### Source records
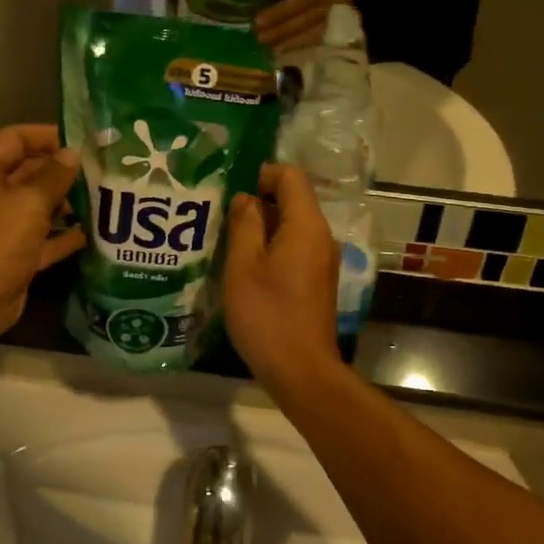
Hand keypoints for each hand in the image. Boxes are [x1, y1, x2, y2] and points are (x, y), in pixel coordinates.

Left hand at [0, 125, 84, 345]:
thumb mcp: (28, 204)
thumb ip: (54, 177)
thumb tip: (72, 153)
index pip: (15, 139)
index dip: (46, 135)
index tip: (82, 140)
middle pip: (29, 172)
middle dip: (63, 170)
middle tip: (102, 169)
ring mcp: (1, 228)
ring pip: (38, 207)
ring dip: (68, 203)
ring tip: (105, 197)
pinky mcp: (14, 256)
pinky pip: (43, 239)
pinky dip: (65, 236)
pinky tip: (95, 232)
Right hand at [223, 164, 341, 388]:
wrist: (301, 370)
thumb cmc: (267, 315)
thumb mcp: (243, 266)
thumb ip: (244, 225)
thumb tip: (246, 198)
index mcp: (306, 226)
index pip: (291, 176)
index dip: (261, 173)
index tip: (231, 189)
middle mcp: (321, 237)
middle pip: (293, 200)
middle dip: (258, 200)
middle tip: (221, 214)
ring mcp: (322, 260)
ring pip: (292, 226)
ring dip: (262, 226)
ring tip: (228, 238)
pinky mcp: (317, 280)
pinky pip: (295, 248)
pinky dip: (272, 247)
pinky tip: (245, 265)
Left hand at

### What is being asked
Write out exactly the lines above from the line with "ring tip: (105, 197)" through the line with "pinky pip: (295, 248)", both of them included, and leave out all other lines.

### Result below
ring tip: (105, 197)
pinky mcp: (14, 256)
pinky pip: (43, 239)
pinky dip: (65, 236)
pinky tip: (95, 232)
Right hand at [223, 164, 341, 388]:
wrist: (301, 370)
thumb cmc: (267, 315)
thumb mcp: (243, 266)
thumb ip: (244, 225)
thumb tip: (246, 198)
index mcp: (306, 226)
index pip: (291, 176)
index dip: (261, 173)
index tip: (231, 189)
middle mcp: (321, 237)
middle pip: (293, 200)
middle dip: (258, 200)
middle tip: (221, 214)
ring mcp: (322, 260)
ring pip: (292, 226)
ring dip: (262, 226)
ring tip: (228, 238)
pinky mcp: (317, 280)
pinky pip: (295, 248)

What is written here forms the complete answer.